Caroline Angé et Émilie Flon

Écritures émergentes des objets communicationnels

Article

Texte intégral

1Dans la problématique de l’axe 3 considérant l’ancrage social des techniques en information-communication, une attention toute particulière a été portée à la question de l’écriture dans ses formes, formats et pratiques à l’époque contemporaine. Les ancrages socio-culturels ont été investigués par une approche archéologique et communicationnelle de l’écriture ayant pour présupposé le dépassement de la critique de la nouveauté par l’analyse de l’imaginaire technique (Renaud, 2007). Ainsi, le présent programme engageait un double dialogue implicite d’une part avec les Sciences de l’information-communication dans son rapport à la critique de l’idéologie contemporaine de la nouveauté et, d’autre part, transdisciplinaire dans le souci d’un « marquage » théorique d’une approche « info-communicationnelle de l’écriture » se distinguant d’une approche par le genre, via l’analyse d’une pluralité d’objets ayant trait aux écritures contemporaines.

2Ce faisant, la recherche reposait sur deux prémisses théoriques. La première est liée au résultat d’une précédente recherche sur l’épistémologie de la création et les liens Arts/Sciences déployée entre 2006 et 2011 au Gresec (Cluster 14), qui avait montré la pertinence du concept de rénovation appliqué aux « créations numériques » qui « amène à penser l’innovation non comme une collection d’objets nouveaux mais dans la capacité à redécouvrir l’existant, dans la remise à jour de l’ancien ». (Angé, 2009).

3La seconde prémisse tenait à la mise à l’épreuve de la notion « d’émergence », qui oblige à penser la complexité en évitant le réductionnisme.

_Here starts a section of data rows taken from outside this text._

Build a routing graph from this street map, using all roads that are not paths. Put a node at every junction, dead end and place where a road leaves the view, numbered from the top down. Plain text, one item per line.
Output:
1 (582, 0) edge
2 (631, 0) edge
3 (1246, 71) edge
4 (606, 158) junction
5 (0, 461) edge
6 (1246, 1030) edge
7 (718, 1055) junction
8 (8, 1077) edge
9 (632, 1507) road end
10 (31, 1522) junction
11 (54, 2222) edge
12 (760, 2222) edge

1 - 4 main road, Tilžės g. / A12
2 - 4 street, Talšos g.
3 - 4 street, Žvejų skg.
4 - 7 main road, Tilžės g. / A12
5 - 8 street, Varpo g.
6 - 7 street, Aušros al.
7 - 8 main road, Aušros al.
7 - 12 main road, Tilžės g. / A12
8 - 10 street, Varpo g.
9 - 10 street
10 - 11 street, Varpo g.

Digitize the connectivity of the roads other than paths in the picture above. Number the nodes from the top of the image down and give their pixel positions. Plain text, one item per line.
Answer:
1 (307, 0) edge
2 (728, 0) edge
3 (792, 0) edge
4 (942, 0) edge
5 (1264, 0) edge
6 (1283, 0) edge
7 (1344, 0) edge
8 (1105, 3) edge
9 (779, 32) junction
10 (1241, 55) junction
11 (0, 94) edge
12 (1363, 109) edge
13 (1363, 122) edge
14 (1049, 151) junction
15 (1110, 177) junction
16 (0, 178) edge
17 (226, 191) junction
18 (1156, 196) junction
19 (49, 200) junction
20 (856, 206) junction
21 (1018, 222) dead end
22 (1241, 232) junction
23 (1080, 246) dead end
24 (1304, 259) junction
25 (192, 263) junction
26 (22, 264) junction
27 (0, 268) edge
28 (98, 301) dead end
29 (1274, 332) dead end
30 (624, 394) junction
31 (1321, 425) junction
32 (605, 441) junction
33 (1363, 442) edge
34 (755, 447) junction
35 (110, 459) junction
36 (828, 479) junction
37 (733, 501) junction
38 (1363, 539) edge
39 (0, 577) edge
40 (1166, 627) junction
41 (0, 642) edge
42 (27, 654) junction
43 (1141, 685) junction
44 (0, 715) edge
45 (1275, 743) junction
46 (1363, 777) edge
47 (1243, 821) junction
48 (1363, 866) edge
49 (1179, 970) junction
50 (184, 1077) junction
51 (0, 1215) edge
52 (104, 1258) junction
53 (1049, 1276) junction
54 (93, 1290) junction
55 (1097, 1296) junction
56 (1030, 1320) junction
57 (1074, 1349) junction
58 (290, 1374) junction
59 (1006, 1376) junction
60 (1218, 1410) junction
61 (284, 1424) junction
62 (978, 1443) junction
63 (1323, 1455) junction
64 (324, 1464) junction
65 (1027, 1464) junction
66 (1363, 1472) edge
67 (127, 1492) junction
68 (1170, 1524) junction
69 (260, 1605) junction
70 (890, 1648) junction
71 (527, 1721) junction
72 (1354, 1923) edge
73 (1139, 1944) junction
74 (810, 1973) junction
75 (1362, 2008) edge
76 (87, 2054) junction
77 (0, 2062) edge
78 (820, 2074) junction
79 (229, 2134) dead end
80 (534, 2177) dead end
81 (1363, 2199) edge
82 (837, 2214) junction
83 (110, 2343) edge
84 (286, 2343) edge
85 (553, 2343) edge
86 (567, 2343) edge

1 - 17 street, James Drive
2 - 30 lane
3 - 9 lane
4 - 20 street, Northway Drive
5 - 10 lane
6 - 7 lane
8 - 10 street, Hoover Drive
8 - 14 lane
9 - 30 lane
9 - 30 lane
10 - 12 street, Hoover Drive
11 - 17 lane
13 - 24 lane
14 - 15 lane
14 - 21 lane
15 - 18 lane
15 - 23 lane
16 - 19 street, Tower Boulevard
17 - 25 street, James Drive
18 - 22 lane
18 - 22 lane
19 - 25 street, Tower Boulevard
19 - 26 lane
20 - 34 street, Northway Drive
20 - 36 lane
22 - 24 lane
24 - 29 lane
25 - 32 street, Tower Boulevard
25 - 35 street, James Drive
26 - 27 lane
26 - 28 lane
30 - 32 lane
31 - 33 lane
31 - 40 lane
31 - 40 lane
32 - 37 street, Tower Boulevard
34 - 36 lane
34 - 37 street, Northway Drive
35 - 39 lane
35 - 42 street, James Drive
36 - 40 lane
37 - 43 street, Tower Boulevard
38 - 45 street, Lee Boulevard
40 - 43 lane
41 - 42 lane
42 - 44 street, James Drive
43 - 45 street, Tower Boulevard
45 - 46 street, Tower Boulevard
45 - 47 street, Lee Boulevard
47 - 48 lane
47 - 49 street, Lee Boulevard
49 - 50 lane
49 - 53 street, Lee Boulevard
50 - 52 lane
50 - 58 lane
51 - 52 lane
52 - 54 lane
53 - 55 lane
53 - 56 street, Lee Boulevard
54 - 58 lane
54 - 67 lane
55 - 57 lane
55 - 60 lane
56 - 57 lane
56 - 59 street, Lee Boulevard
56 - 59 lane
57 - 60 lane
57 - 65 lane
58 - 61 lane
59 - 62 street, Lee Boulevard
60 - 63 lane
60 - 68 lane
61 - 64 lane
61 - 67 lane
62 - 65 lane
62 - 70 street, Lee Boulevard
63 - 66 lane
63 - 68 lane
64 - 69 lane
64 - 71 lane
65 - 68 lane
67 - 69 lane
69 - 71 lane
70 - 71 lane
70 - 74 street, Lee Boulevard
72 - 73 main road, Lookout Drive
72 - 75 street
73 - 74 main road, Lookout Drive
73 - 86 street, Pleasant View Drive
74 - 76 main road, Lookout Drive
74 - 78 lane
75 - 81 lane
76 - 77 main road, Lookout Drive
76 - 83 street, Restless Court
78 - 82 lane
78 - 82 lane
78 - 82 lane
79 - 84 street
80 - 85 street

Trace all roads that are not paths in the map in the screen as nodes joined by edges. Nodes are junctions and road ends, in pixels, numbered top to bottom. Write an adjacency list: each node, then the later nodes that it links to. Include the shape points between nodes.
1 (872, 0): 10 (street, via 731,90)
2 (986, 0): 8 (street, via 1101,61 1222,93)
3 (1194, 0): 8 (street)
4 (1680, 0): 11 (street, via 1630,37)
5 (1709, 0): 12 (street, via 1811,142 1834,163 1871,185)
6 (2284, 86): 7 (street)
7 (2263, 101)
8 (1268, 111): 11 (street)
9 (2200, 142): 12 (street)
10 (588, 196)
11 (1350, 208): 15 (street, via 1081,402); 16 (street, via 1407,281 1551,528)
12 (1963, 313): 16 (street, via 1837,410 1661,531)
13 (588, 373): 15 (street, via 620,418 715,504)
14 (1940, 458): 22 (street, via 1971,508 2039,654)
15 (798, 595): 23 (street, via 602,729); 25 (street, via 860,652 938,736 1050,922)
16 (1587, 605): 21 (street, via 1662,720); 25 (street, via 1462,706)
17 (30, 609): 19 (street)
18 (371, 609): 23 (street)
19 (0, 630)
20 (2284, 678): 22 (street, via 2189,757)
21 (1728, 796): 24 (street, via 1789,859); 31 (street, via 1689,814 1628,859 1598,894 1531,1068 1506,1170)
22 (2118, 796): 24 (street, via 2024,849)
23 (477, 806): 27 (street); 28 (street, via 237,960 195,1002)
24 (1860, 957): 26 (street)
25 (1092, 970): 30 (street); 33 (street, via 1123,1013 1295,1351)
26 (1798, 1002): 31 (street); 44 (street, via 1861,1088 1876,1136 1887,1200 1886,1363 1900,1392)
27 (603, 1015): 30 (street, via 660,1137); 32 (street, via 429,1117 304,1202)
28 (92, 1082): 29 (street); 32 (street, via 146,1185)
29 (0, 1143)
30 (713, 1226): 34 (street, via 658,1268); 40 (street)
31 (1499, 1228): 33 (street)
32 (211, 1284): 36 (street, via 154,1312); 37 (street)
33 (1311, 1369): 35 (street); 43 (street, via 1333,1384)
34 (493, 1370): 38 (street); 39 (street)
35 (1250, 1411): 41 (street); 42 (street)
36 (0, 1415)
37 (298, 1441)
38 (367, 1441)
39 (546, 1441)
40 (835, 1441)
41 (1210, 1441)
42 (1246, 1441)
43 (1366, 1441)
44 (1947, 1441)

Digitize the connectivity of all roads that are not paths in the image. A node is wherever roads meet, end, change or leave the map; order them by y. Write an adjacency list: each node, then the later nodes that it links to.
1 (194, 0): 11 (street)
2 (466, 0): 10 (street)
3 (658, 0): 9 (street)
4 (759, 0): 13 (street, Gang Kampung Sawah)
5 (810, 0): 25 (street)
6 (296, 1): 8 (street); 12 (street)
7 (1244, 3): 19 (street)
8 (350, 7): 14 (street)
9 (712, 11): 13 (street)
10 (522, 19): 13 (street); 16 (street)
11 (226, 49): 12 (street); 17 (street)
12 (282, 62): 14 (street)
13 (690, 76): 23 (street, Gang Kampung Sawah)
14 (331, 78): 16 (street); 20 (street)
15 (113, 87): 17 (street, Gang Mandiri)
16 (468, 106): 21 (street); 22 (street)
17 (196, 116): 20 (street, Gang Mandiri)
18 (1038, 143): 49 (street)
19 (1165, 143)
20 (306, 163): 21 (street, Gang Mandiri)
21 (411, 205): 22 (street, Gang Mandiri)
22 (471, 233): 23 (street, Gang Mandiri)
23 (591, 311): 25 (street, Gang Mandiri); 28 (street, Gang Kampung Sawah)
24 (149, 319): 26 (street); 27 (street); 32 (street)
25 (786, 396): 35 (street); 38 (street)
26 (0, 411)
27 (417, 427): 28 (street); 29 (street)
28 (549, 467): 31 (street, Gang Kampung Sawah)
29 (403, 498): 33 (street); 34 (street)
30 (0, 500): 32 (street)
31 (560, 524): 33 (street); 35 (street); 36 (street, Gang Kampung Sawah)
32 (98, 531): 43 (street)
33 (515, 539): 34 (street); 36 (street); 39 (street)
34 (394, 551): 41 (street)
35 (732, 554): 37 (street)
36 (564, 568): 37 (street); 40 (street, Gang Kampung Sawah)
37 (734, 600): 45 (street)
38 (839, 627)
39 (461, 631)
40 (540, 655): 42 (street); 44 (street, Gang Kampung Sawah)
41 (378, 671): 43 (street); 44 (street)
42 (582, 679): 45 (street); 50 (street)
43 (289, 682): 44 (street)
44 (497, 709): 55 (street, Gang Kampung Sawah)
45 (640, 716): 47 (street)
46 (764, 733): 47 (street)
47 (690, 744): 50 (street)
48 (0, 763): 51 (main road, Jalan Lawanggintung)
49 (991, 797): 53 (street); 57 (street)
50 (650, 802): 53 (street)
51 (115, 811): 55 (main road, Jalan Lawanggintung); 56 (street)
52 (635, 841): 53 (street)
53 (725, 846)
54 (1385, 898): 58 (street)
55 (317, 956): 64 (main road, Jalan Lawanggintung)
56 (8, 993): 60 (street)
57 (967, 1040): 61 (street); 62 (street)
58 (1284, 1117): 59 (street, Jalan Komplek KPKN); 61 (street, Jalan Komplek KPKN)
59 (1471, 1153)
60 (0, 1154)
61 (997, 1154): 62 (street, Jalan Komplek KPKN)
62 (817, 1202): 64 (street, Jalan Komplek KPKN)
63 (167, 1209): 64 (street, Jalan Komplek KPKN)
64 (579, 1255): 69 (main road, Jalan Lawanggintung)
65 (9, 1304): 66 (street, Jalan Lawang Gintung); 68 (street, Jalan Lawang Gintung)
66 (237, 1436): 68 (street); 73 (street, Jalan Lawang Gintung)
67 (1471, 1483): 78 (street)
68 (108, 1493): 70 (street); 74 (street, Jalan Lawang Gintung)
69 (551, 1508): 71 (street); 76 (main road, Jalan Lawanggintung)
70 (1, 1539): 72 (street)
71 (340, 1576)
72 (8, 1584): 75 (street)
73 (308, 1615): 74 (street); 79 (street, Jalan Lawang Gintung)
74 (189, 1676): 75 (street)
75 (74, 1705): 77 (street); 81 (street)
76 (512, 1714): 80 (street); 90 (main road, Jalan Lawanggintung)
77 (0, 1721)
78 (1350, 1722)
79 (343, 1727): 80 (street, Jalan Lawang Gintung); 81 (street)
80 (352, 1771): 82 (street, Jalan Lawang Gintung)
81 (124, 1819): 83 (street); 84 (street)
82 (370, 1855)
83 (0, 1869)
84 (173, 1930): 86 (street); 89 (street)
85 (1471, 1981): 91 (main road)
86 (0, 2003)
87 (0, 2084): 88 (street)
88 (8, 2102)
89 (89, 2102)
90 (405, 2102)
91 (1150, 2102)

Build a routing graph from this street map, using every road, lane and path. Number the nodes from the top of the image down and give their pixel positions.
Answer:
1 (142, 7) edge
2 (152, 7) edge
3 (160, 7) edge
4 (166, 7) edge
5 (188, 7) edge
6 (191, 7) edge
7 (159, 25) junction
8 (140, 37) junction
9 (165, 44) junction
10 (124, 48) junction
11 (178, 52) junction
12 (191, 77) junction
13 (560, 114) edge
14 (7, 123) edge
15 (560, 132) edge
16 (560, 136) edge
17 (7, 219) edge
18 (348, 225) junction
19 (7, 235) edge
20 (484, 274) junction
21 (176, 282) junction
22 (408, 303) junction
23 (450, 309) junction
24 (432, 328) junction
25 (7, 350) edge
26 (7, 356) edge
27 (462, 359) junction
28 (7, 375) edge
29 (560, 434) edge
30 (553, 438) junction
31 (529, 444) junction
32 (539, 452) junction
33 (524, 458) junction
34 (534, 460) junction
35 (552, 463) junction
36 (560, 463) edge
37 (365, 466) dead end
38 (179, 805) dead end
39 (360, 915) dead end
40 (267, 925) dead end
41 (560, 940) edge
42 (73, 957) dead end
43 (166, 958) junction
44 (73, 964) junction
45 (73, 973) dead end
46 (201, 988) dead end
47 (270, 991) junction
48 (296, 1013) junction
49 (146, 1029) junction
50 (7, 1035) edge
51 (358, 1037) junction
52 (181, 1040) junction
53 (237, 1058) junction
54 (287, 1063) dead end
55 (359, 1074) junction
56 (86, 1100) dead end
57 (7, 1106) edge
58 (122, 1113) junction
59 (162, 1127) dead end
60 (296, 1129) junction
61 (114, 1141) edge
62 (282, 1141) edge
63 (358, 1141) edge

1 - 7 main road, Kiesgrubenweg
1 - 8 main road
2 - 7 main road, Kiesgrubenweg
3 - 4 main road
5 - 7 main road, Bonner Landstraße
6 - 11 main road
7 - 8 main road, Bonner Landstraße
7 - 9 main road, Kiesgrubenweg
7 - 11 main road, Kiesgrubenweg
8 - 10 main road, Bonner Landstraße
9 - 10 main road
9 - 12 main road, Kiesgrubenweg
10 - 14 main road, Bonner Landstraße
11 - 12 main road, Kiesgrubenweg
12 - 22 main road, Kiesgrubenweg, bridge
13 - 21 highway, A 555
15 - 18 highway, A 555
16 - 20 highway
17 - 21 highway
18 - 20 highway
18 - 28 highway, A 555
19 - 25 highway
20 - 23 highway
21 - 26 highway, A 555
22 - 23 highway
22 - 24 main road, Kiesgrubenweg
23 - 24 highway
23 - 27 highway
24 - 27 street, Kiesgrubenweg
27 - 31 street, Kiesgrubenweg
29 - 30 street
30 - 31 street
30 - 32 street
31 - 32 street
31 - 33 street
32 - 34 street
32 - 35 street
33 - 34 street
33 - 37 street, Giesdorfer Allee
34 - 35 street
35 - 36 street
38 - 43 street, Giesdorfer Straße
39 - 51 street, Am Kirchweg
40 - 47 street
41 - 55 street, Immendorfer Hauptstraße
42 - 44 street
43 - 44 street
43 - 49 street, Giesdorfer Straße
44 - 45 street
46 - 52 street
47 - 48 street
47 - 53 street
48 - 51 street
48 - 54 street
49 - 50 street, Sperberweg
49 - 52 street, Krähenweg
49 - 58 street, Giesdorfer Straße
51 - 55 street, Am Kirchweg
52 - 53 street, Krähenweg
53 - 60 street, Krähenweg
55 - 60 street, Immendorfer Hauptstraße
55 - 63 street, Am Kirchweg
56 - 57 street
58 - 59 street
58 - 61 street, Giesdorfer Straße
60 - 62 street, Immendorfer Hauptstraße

L’idée selon laquelle, il reste d’un processus combinatoire « un supplément » a permis de considérer que le nouveau, l’inédit, peut révéler sa présence lors de sa matérialisation dans l’analyse des « écritures émergentes » tout en structurant l’approche communicationnelle des chercheurs engagés dans ce programme.

4Ainsi, les travaux ont été articulés autour d’échanges scientifiques dans le cadre d’un séminaire annuel co-animé par Caroline Angé et Lise Renaud1 entre 2011 et 2013 avec pour thématique « les écritures émergentes des objets communicationnels ». Les conférenciers invités ont présenté leurs recherches (blogs, téléphonie mobiles, sites et applications webs, tablette numérique, wikis, etc.) sous l’angle de la problématique de l’écriture afin de considérer la pertinence de l’émergence pour envisager les enjeux sociaux, culturels et politiques des objets étudiés.

5Certaines interventions ont mis l’accent sur les approches croisées et plurielles que les SIC convoquent afin d’appréhender les écritures numériques tels que l’histoire des pratiques d’écriture et de lecture (Emmanuël Souchier), la sémiotique pour le design des écritures (Philippe Quinton), l’esthétique, l’économique, la littérature (Daniel Bougnoux). À l’issue de ce séminaire associant des chercheurs et des doctorants, les résultats de ces rencontres ont donné lieu à une restitution par la publication d’un dossier dans la revue Communication & Langages sur les « écritures émergentes des objets communicationnels » (Angé, Renaud, 2012), ainsi qu’à la participation des chercheurs à plusieurs colloques (Digital Humanities, H2PTM ’13) et séminaires externe (Le Chaos des écritures) et interne (séminaire “Participation”, journée du Graphismes d’Echirolles) pour confronter cette recherche à d’autres regards dans notre laboratoire et plus largement dans notre discipline.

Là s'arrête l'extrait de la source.